EXERCISE INPUT:
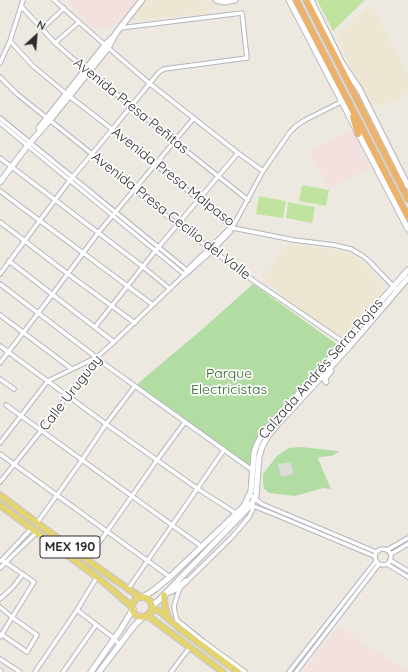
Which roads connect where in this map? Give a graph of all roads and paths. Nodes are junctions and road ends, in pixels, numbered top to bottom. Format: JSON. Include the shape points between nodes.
{"nodes":[{"id":1,"x":23,"y":0,"type":"edge"},
{"id":2,"x":54,"y":0,"type":"edge"},
{"id":3,"x":142,"y":0,"type":"edge"},
{"id":4,"x":216,"y":0,"type":"edge"},
{"id":5,"x":235,"y":0,"type":"edge"},
{"id":6,"x":289,"y":0,"type":"edge"},
{"id":7,"x":296,"y":0,"type":"edge"},
{"id":8,"x":306,"y":0,"type":"edge"},
{"id":9,"x":312,"y":0,"type":"edge"},
{"id":10,"x":21,"y":6,"type":"junction"},
{"id":11,"x":64,"y":8,"type":"junction"},
{"id":12,"x":79,"y":22,"type":"junction"},
{"id":13,"x":120,"y":28,"type":"junction"},
{"id":14,"x":42,"y":29,"type":"junction"},
{"id":15,"x":10,"y":41,"type":"junction"},
{"id":16,"x":55,"y":43,"type":"junction"},
{"id":17,"x":106,"y":47,"type":"junction"},
{"id":18,"x":0,"y":63,"type":"edge"},
{"id":19,"x":88,"y":70,"type":"junction"},
{"id":20,"x":0,"y":77,"type":"edge"},
{"id":21,"x":149,"y":83,"type":"junction"},
{"id":22,"x":360,"y":90,"type":"junction"},
{"id":23,"x":68,"y":95,"type":"junction"},
{"id":24,"x":341,"y":102,"type":"junction"},
{"id":25,"x":349,"y":104,"type":"junction"},
{"id":26,"x":131,"y":106,"type":"junction"},
{"id":27,"x":0,"y":118,"type":"edge"},
{"id":28,"x":194,"y":118,"type":"junction"},
{"id":29,"x":48,"y":119,"type":"junction"},
{"id":30,"x":0,"y":123,"type":"edge"},
{"id":31,"x":112,"y":129,"type":"junction"},
{"id":32,"x":358,"y":134,"type":"junction"},
{"id":33,"x":174,"y":141,"type":"junction"},
{"id":34,"x":29,"y":143,"type":"junction"},
{"id":35,"x":238,"y":153,"type":"junction"},
{"id":36,"x":92,"y":154,"type":"junction"},
{"id":37,"x":0,"y":158,"type":"edge"},
{"id":38,"x":154,"y":164,"type":"junction"},
{"id":39,"x":11,"y":167,"type":"junction"},
{"id":40,"x":263,"y":171,"type":"junction"},
{"id":41,"x":218,"y":177,"type":"junction"},
{"id":42,"x":71,"y":178,"type":"junction"},
{"id":43,"x":0,"y":182,"type":"edge"},
{"id":44,"x":408,"y":186,"type":"edge"},
{"id":45,"x":134,"y":189,"type":"junction"},
{"id":46,"x":0,"y":190,"type":"edge"},
{"id":47,"x":408,"y":199,"type":"edge"},
{"id":48,"x":198,"y":200,"type":"junction"},
{"id":49,"x":248,"y":200,"type":"junction"},
{"id":50,"x":55,"y":201,"type":"junction"},
{"id":51,"x":114,"y":214,"type":"junction"},
{"id":52,"x":408,"y":217,"type":"edge"},
{"id":53,"x":40,"y":221,"type":"junction"},
{"id":54,"x":0,"y":222,"type":"edge"},
{"id":55,"x":178,"y":225,"type":"junction"},
{"id":56,"x":233,"y":226,"type":"junction"},
{"id":57,"x":408,"y":229,"type":"edge"},
{"id":58,"x":98,"y":233,"type":"junction"},
{"id":59,"x":25,"y":240,"type":"junction"},
{"id":60,"x":157,"y":248,"type":"junction"},
{"id":61,"x":211,"y":250,"type":"junction"},
{"id":62,"x":84,"y":253,"type":"junction"},
{"id":63,"x":9,"y":261,"type":"junction"},
{"id":64,"x":142,"y":266,"type":"junction"},
{"id":65,"x":408,"y":270,"type":"edge"},
{"id":66,"x":185,"y":273,"type":"junction"},
{"id":67,"x":0,"y":274,"type":"edge"},
{"id":68,"x":68,"y":274,"type":"junction"},
{"id":69,"x":408,"y":278,"type":"edge"},
{"id":70,"x":0,"y":284,"type":"edge"},
{"id":71,"x":127,"y":286,"type":"junction"},
{"id":72,"x":170,"y":289,"type":"junction"},
{"id":73,"x":395,"y":289,"type":"junction"},
{"id":74,"x":52,"y":295,"type":"junction"},
{"id":75,"x":153,"y":305,"type":"junction"},
{"id":76,"x":112,"y":306,"type":"junction"},
{"id":77,"x":38,"y":313,"type":"junction"},
{"id":78,"x":0,"y":315,"type":"edge"},
{"id":79,"x":135,"y":323,"type":"junction"},
{"id":80,"x":95,"y":327,"type":"junction"},
{"id":81,"x":24,"y":333,"type":"junction"},
{"id":82,"x":114,"y":342,"type":"junction"},
{"id":83,"x":344,"y":343,"type":"junction"},
{"id":84,"x":0,"y":346,"type":"edge"},
{"id":85,"x":349,"y":347,"type":"junction"},
{"id":86,"x":8,"y":352,"type":"junction"},
{"id":87,"x":96,"y":358,"type":"junction"},
{"id":88,"x":0,"y":363,"type":"edge"},
{"id":89,"x":332,"y":366,"type":"junction"},
{"id":90,"x":72,"y":369,"type":"junction"},
{"id":91,"x":0,"y":379,"type":"edge"},
{"id":92,"x":48,"y":382,"type":"junction"},
{"id":93,"x":326,"y":382,"type":"dead end"},
{"id":94,"x":135,"y":386,"type":"junction"},
{"id":95,"x":14,"y":389,"type":"dead end"},
{"id":96,"x":67,"y":396,"type":"junction"},
{"id":97,"x":6,"y":405,"type":"dead end"},
{"id":98,"x":21,"y":416,"type":"junction"},
{"id":99,"x":185,"y":422,"type":"junction"},
{"id":100,"x":106,"y":424,"type":"junction"},
{"id":101,"x":41,"y":431,"type":"junction"},
{"id":102,"x":0,"y":443,"type":"edge"},
{"id":103,"x":224,"y":450,"type":"junction"},
{"id":104,"x":0,"y":454,"type":"edge"},
{"id":105,"x":82,"y":460,"type":"junction"},
{"id":106,"x":157,"y":460,"type":"junction"},
{"id":107,"x":14,"y":465,"type":"junction"},
{"id":108,"x":252,"y":470,"type":"junction"},
{"id":109,"x":0,"y":482,"type":"edge"},
{"id":110,"x":198,"y":489,"type":"junction"},
{"id":111,"x":0,"y":495,"type":"edge"},
{"id":112,"x":57,"y":495,"type":"junction"},
{"id":113,"x":250,"y":495,"type":"junction"},
{"id":114,"x":132,"y":496,"type":"junction"},
{"id":115,"x":255,"y":498,"type":"junction"},
{"id":116,"x":11,"y":503,"type":"junction"},
{"id":117,"x":249,"y":504,"type":"junction"},
{"id":118,"x":2,"y":506,"type":"edge"},
{"id":119,"x":9,"y":511,"type":"junction"},
{"id":120,"x":237,"y":514,"type":"junction"},
{"id":121,"x":37,"y":523,"type":"junction"},
{"id":122,"x":172,"y":524,"type":"junction"},
{"id":123,"x":32,"y":528,"type":"junction"},
{"id":124,"x":107,"y":531,"type":"junction"},
{"id":125,"x":37,"y":532,"type":"junction"},
{"id":126,"x":215,"y":533,"type":"junction"},
{"id":127,"x":220,"y":538,"type":"junction"},
{"id":128,"x":408,"y":538,"type":"edge"},
{"id":129,"x":226,"y":543,"type":"junction"},
{"id":130,"x":408,"y":544,"type":"edge"},
{"id":131,"x":201,"y":546,"type":"junction"},
{"id":132,"x":387,"y":550,"type":"junction"},
{"id":133,"x":375,"y":554,"type":"junction"},
{"id":134,"x":391,"y":554,"type":"junction"},
{"id":135,"x":87,"y":560,"type":"junction"},
{"id":136,"x":148,"y":560,"type":"junction"},
{"id":137,"x":2,"y":561,"type":"edge"},
{"id":138,"x":389,"y":562,"type":"junction"},
{"id":139,"x":377,"y":563,"type":"junction"},
{"id":140,"x":0,"y":568,"type":"edge"},
{"id":141,"x":408,"y":571,"type":"edge"},
{"id":142,"x":23,"y":574,"type":"junction"},
{"id":143,"x":97,"y":577,"type":"junction"},
{"id":144,"x":170,"y":577,"type":"junction"},
{"id":145,"x":408,"y":577,"type":"edge"},
{"id":146,"x":186,"y":581,"type":"junction"},
{"id":147,"x":128,"y":589,"type":"junction"},
{"id":148,"x":165,"y":594,"type":"junction"},
{"id":149,"x":142,"y":597,"type":"junction"},
{"id":150,"x":0,"y":599,"type":"edge"},
{"id":151,"x":152,"y":606,"type":"junction"},
{"id":152,"x":0,"y":607,"type":"edge"},
{"id":153,"x":132,"y":608,"type":"junction"},
{"id":154,"x":77,"y":610,"type":"junction"},
{"id":155,"x":145,"y":616,"type":"junction"},
{"id":156,"x":13,"y":618,"type":"junction"},
{"id":157,"x":168,"y":618,"type":"junction"},
{"id":158,"x":96,"y":625,"type":"junction"},
{"id":159,"x":183,"y":632,"type":"junction"},
{"id":160,"x":1,"y":635,"type":"edge"},
{"id":161,"x":197,"y":636,"type":"junction"},
{"id":162,"x":114,"y":639,"type":"junction"},
{"id":163,"x":119,"y":645,"type":"junction"},
{"id":164,"x":190,"y":647,"type":"junction"},
{"id":165,"x":0,"y":659,"type":"edge"},
{"id":166,"x":238,"y":669,"type":"edge"},
{"id":167,"x":20,"y":672,"type":"edge"},
{"id":168,"x":36,"y":672,"type":"edge"},
{"id":169,"x":63,"y":672,"type":"edge"},
{"id":170,"x":91,"y":672,"type":"edge"},
{"id":171,"x":99,"y":672,"type":"edge"},
{"id":172,"x":171,"y":672,"type":"edge"},
{"id":173,"x":223,"y":672,"type":"edge"},
{"id":174,"x":242,"y":672,"type":"edge"},
{"id":175,"x":245,"y":672,"type":"edge"},
{"id":176,"x":289,"y":672,"type":"edge"},
{"id":177,"x":296,"y":672,"type":"edge"}],
"edges":[{"from":1,"to":10,"type":"street"},
{"from":2,"to":11,"type":"street"},
{"from":3,"to":13,"type":"main road"},
{"from":4,"to":5,"type":"main road"},
{"from":6,"to":24,"type":"main road"},
{"from":7,"to":25,"type":"highway"},
{"from":8,"to":47,"type":"highway"},
{"from":9,"to":22,"type":"main road"},
{"from":9,"to":22,"type":"main road","via":[[342,63]]},
{"from":10,"to":14,"type":"street","name":"Avenida Presa Peñitas"},
{"from":10,"to":15,"type":"street"},
{"from":11,"to":12,"type":"street"},
{"from":11,"to":14,"type":"street"},
{"from":12,"to":16,"type":"street"},
{"from":12,"to":17,"type":"street"},
{"from":13,"to":17,"type":"main road"},
{"from":13,"to":21,"type":"street","via":[[242,13],[247,58],[164,69]]},
{"from":14,"to":16,"type":"street","name":"Avenida Presa Peñitas"},
{"from":15,"to":18,"type":"street"},
{"from":15,"to":23,"type":"street","name":"Avenida Presa Malpaso","via":[[33,66]]},
{"from":16,"to":19,"type":"street","name":"Avenida Presa Peñitas"},
{"from":17,"to":19,"type":"main road"},
{"from":17,"to":21,"type":"street"},
{"from":19,"to":23,"type":"main road"},
{"from":19,"to":26,"type":"street","name":"Avenida Presa Peñitas"},
{"from":20,"to":29,"type":"street","name":"Avenida Presa Cecilio del Valle"},
{"from":21,"to":26,"type":"street"},
{"from":21,"to":28,"type":"street"},
{"from":22,"to":44,"type":"main road"},
{"from":23,"to":29,"type":"main road"},
{"from":23,"to":31,"type":"street","name":"Avenida Presa Malpaso"},
{"from":24,"to":32,"type":"main road"},
{"from":24,"to":40,"type":"street","name":"Calle Uruguay","via":[[296,126]]},
{"from":25,"to":32,"type":"highway"},
{"from":25,"to":52,"type":"highway"},
{"from":26,"to":31,"type":"street"},
{"from":26,"to":33,"type":"street","name":"Avenida Presa Peñitas"},
{"from":27,"to":34,"type":"street"},
{"from":28,"to":33,"type":"street"},
{"from":28,"to":35,"type":"street"},
{"from":29,"to":34,"type":"main road"},
{"from":29,"to":36,"type":"street","name":"Avenida Presa Cecilio del Valle"},
{"from":30,"to":34,"type":"street"},
{"from":31,"to":36,"type":"street"},
{"from":31,"to":38,"type":"street","name":"Avenida Presa Malpaso"},
{"from":32,"to":57,"type":"main road"},
{"from":33,"to":38,"type":"street"},
{"from":33,"to":41,"type":"street","name":"Avenida Presa Peñitas"},
{"from":34,"to":39,"type":"main road"},
{"from":34,"to":42,"type":"street"},
{"from":35,"to":40,"type":"street"},
{"from":35,"to":41,"type":"street"},
{"from":36,"to":42,"type":"street"},
{"from":36,"to":45,"type":"street","name":"Avenida Presa Cecilio del Valle"},
{"from":37,"to":39,"type":"street"},
{"from":38,"to":45,"type":"street"},
{"from":38,"to":48,"type":"street","name":"Avenida Presa Malpaso"},
{"from":39,"to":43,"type":"main road"},
{"from":39,"to":50,"type":"street"},
{"from":40,"to":49,"type":"street","name":"Calle Uruguay"},
{"from":41,"to":48,"type":"street"},
{"from":41,"to":49,"type":"street","name":"Avenida Presa Peñitas"},
{"from":42,"to":50,"type":"street"},
{"from":42,"to":51,"type":"street"},
{"from":45,"to":51,"type":"street"},
{"from":45,"to":55,"type":"street","name":"Avenida Presa Cecilio del Valle"},
{"from":46,"to":53,"type":"street"},
{"from":48,"to":55,"type":"street"},
{"from":48,"to":56,"type":"street","name":"Avenida Presa Malpaso"},
{"from":49,"to":56,"type":"street","name":"Calle Uruguay"},
{"from":50,"to":53,"type":"street"},
{"from":50,"to":58,"type":"street"},
{"from":51,"to":58,"type":"street"},
{"from":51,"to":60,"type":"street"},
{"from":53,"to":59,"type":"street"},
{"from":53,"to":62,"type":"street"},
{"from":54,"to":59,"type":"street"},
{"from":55,"to":60,"type":"street"},
{"from":55,"to":61,"type":"street","name":"Avenida Presa Cecilio del Valle"},
{"from":56,"to":61,"type":"street","name":"Calle Uruguay"},
{"from":56,"to":73,"type":"street","name":"Avenida Presa Malpaso","via":[[294,240],[351,249],[369,261]]},
{"from":58,"to":62,"type":"street"},
{"from":58,"to":64,"type":"street"},
{"from":59,"to":63,"type":"street"},
{"from":59,"to":68,"type":"street"},
{"from":60,"to":64,"type":"street"},
{"from":60,"to":66,"type":"street"},
{"from":61,"to":66,"type":"street","name":"Calle Uruguay"},
{"from":61,"to":83,"type":"street","name":"Avenida Presa Cecilio del Valle"},
{"from":62,"to":68,"type":"street"},
{"from":62,"to":71,"type":"street"},
{"from":63,"to":67,"type":"street"},
{"from":63,"to":74,"type":"street"},
{"from":64,"to":71,"type":"street"},
{"from":64,"to":72,"type":"street"},
{"from":65,"to":73,"type":"main road","name":"Calzada Andrés Serra Rojas"},
{"from":66,"to":72,"type":"street","name":"Calle Uruguay"},
{"from":68,"to":74,"type":"street"},
{"from":68,"to":76,"type":"street"},
{"from":69,"to":73,"type":"main road","name":"Calzada Andrés Serra Rojas"},
{"from":70,"to":77,"type":"street"},
{"from":71,"to":75,"type":"street"},
{"from":71,"to":76,"type":"street"},
{"from":72,"to":75,"type":"street","name":"Calle Uruguay"},
{"from":73,"to":83,"type":"main road","name":"Calzada Andrés Serra Rojas"},
{"from":73,"to":85,"type":"main road","name":"Calzada Andrés Serra Rojas"},
{"from":74,"to":77,"type":"street"},
{"from":74,"to":80,"type":"street"},
{"from":75,"to":79,"type":"street","name":"Calle Uruguay"},
{"from":76,"to":79,"type":"street"},
{"from":76,"to":80,"type":"street"},
{"from":77,"to":81,"type":"street"},
{"from":77,"to":87,"type":"street"},
{"from":78,"to":81,"type":"street"},
{"from":79,"to":82,"type":"street","name":"Calle Uruguay"},
{"from":80,"to":82,"type":"street"},
{"from":81,"to":86,"type":"street"},
{"from":81,"to":90,"type":"street"},
{"from":82,"to":87,"type":"street","name":"Calle Uruguay"},
{"from":83,"to":85,"type":"street","name":"Avenida Presa Cecilio del Valle"},
{"from":83,"to":108,"type":"main road","name":"Calzada Andrés Serra Rojas","via":[[262,434],[254,454]]},
{"from":84,"to":86,"type":"street"},
{"from":85,"to":89,"type":"main road","name":"Calzada Andrés Serra Rojas"},
{"from":86,"to":88,"type":"street"},
{"from":86,"to":92,"type":"street"},
{"from":87,"to":90,"type":"street"},
{"from":87,"to":94,"type":"street"},
{"from":87,"to":96,"type":"street","name":"Calle Uruguay"},
{"from":89,"to":93,"type":"main road"},
{"from":89,"to":115,"type":"main road","name":"Calzada Andrés Serra Rojas","via":[[278,424],[262,446]]},
{"from":90,"to":92,"type":"street"},
{"from":91,"to":95,"type":"street"},
{"from":92,"to":96,"type":"street"},
{"from":92,"to":98,"type":"street"},
{"from":94,"to":99,"type":"street"},
{"from":94,"to":100,"type":"street"},
{"from":96,"to":100,"type":"street"},
{"from":96,"to":101,"type":"street","name":"Calle Uruguay"},
{"from":97,"to":98,"type":"street"},
{"from":98,"to":101,"type":"street"},
{"from":98,"to":102,"type":"street"},
{"from":99,"to":103,"type":"street"},
{"from":99,"to":106,"type":"street"},
{"from":100,"to":105,"type":"street"},
{"from":100,"to":106,"type":"street"},
{"from":101,"to":105,"type":"street"},
{"from":101,"to":107,"type":"street","name":"Calle Uruguay"},
{"from":103,"to":108,"type":"street"},
{"from":103,"to":110,"type":"street"},
{"from":104,"to":107,"type":"street"},
{"from":105,"to":112,"type":"street"},
{"from":105,"to":114,"type":"street"},
{"from":106,"to":110,"type":"street"},
{"from":106,"to":114,"type":"street"},
{"from":107,"to":109,"type":"street","name":"Calle Uruguay"},
{"from":107,"to":112,"type":"street"},
{"from":108,"to":113,"type":"main road","name":"Calzada Andrés Serra Rojas"},
{"from":110,"to":120,"type":"street"},
{"from":110,"to":122,"type":"street"},
{"from":111,"to":116,"type":"main road","number":"MEX 190"},
{"from":112,"to":121,"type":"street"},
{"from":112,"to":124,"type":"street"},
{"from":113,"to":115,"type":"street"},
{"from":113,"to":117,"type":"main road","name":"Calzada Andrés Serra Rojas"},
{"from":114,"to":122,"type":"street"},
{"from":114,"to":124,"type":"street"},
{"from":115,"to":117,"type":"main road","name":"Calzada Andrés Serra Rojas"},
{"from":115,"to":133,"type":"street","via":[[262,504]]},
{"from":116,"to":118,"type":"main road"},
{"from":116,"to":119,"type":"main road"},
{"from":116,"to":121,"type":"main road","number":"MEX 190"},
{"from":117,"to":120,"type":"main road","name":"Calzada Andrés Serra Rojas"},
{"from":117,"to":127,"type":"main road","name":"Calzada Andrés Serra Rojas"},
{"from":117,"to":129,"type":"street","via":[[253,509],[249,517]]},
{"from":117,"to":133,"type":"street"},
{"from":118,"to":119,"type":"main road","number":"MEX 190"},
{"from":119,"to":123,"type":"main road","number":"MEX 190"},
{"from":120,"to":126,"type":"main road","name":"Calzada Andrés Serra Rojas"},
{"from":121,"to":135,"type":"main road","number":"MEX 190"},
{"from":122,"to":131,"type":"street"},
{"from":122,"to":136,"type":"street"},
{"from":123,"to":125,"type":"main road","number":"MEX 190"},
{"from":123,"to":137,"type":"street"},
{"from":124,"to":135,"type":"street"},
{"from":124,"to":136,"type":"street"},
{"from":125,"to":137,"type":"street"},
{"from":125,"to":143,"type":"main road","number":"MEX 190"},
{"from":126,"to":127,"type":"main road"},
{"from":126,"to":131,"type":"main road","name":"Calzada Andrés Serra Rojas"},
{"from":127,"to":129,"type":"street"},
{"from":127,"to":148,"type":"main road","name":"Calzada Andrés Serra Rojas"},
{"from":128,"to":132,"type":"street"},
{"from":129,"to":146,"type":"street"},
{"from":130,"to":134,"type":"street"},
{"from":131,"to":144,"type":"main road","name":"Calzada Andrés Serra Rojas"},
{"from":132,"to":133,"type":"street","via":[[381,549]]},
{"from":132,"to":134,"type":"street"},
{"from":133,"to":139,"type":"street"},
{"from":134,"to":138,"type":"street"},
{"from":135,"to":147,"type":"main road","number":"MEX 190"},
{"from":136,"to":144,"type":"street"},
{"from":136,"to":147,"type":"street"},
{"from":137,"to":140,"type":"street"},
{"from":137,"to":142,"type":"street"},
{"from":138,"to":139,"type":"street","via":[[383,565]]},
{"from":138,"to":141,"type":"street"},
{"from":138,"to":145,"type":"street"},
{"from":139,"to":176,"type":"street"},
{"from":139,"to":177,"type":"street"},
{"from":142,"to":150,"type":"street"},
{"from":142,"to":156,"type":"street","via":[[34,582]]},
{"from":143,"to":153,"type":"main road","number":"MEX 190"},
{"from":143,"to":154,"type":"street"},
{"from":144,"to":149,"type":"main road","name":"Calzada Andrés Serra Rojas"},
{"from":146,"to":148,"type":"main road","via":[[176,590]]},
{"from":146,"to":161,"type":"street","via":[[178,593],[174,606],[175,613],[177,620]]},
{"from":147,"to":149,"type":"main road","number":"MEX 190"},
{"from":148,"to":151,"type":"main road","name":"Calzada Andrés Serra Rojas"},
{"from":148,"to":157,"type":"main road"},
{"from":149,"to":151,"type":"main road","number":"MEX 190","via":[[150,600]]},
{"from":149,"to":153,"type":"main road","via":[[133,602]]},
{"from":151,"to":155,"type":"main road","via":[[152,610]]},
{"from":151,"to":157,"type":"main road","number":"MEX 190"},
{"from":152,"to":156,"type":"street"},
{"from":153,"to":155,"type":"main road","number":"MEX 190","via":[[138,616]]},
{"from":153,"to":162,"type":"main road"},
{"from":154,"to":158,"type":"street"},
{"from":154,"to":168,"type":"street"},
{"from":155,"to":163,"type":"main road"},
{"from":155,"to":164,"type":"main road","number":"MEX 190"},
{"from":156,"to":160,"type":"street"},
{"from":156,"to":160,"type":"street","via":[[37,635],[27,652]]},
{"from":157,"to":159,"type":"main road","number":"MEX 190"},
{"from":158,"to":162,"type":"street"},
{"from":158,"to":169,"type":"street"},
{"from":159,"to":161,"type":"main road"},
{"from":159,"to":166,"type":"main road","number":"MEX 190"},
{"from":161,"to":166,"type":"street"},
{"from":162,"to":163,"type":"street"},
{"from":162,"to":170,"type":"main road"},
{"from":163,"to":171,"type":"main road"},
{"from":164,"to":172,"type":"street"},
{"from":164,"to":173,"type":"main road","number":"MEX 190"},
{"from":165,"to":167,"type":"street"},
{"from":166,"to":174,"type":"main road"},
{"from":166,"to":175,"type":"street"}]}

WHAT YOU SHOULD DO:
Only lines holding "Malpaso" are wanted; copy all of them from the listing.

RESULT:
{"from":15,"to":23,"type":"street","name":"Avenida Presa Malpaso","via":[[33,66]]},
{"from":23,"to":31,"type":"street","name":"Avenida Presa Malpaso"},
{"from":31,"to":38,"type":"street","name":"Avenida Presa Malpaso"},
{"from":38,"to":48,"type":"street","name":"Avenida Presa Malpaso"},
{"from":48,"to":56,"type":"street","name":"Avenida Presa Malpaso"},
{"from":56,"to":73,"type":"street","name":"Avenida Presa Malpaso","via":[[294,240],[351,249],[369,261]]},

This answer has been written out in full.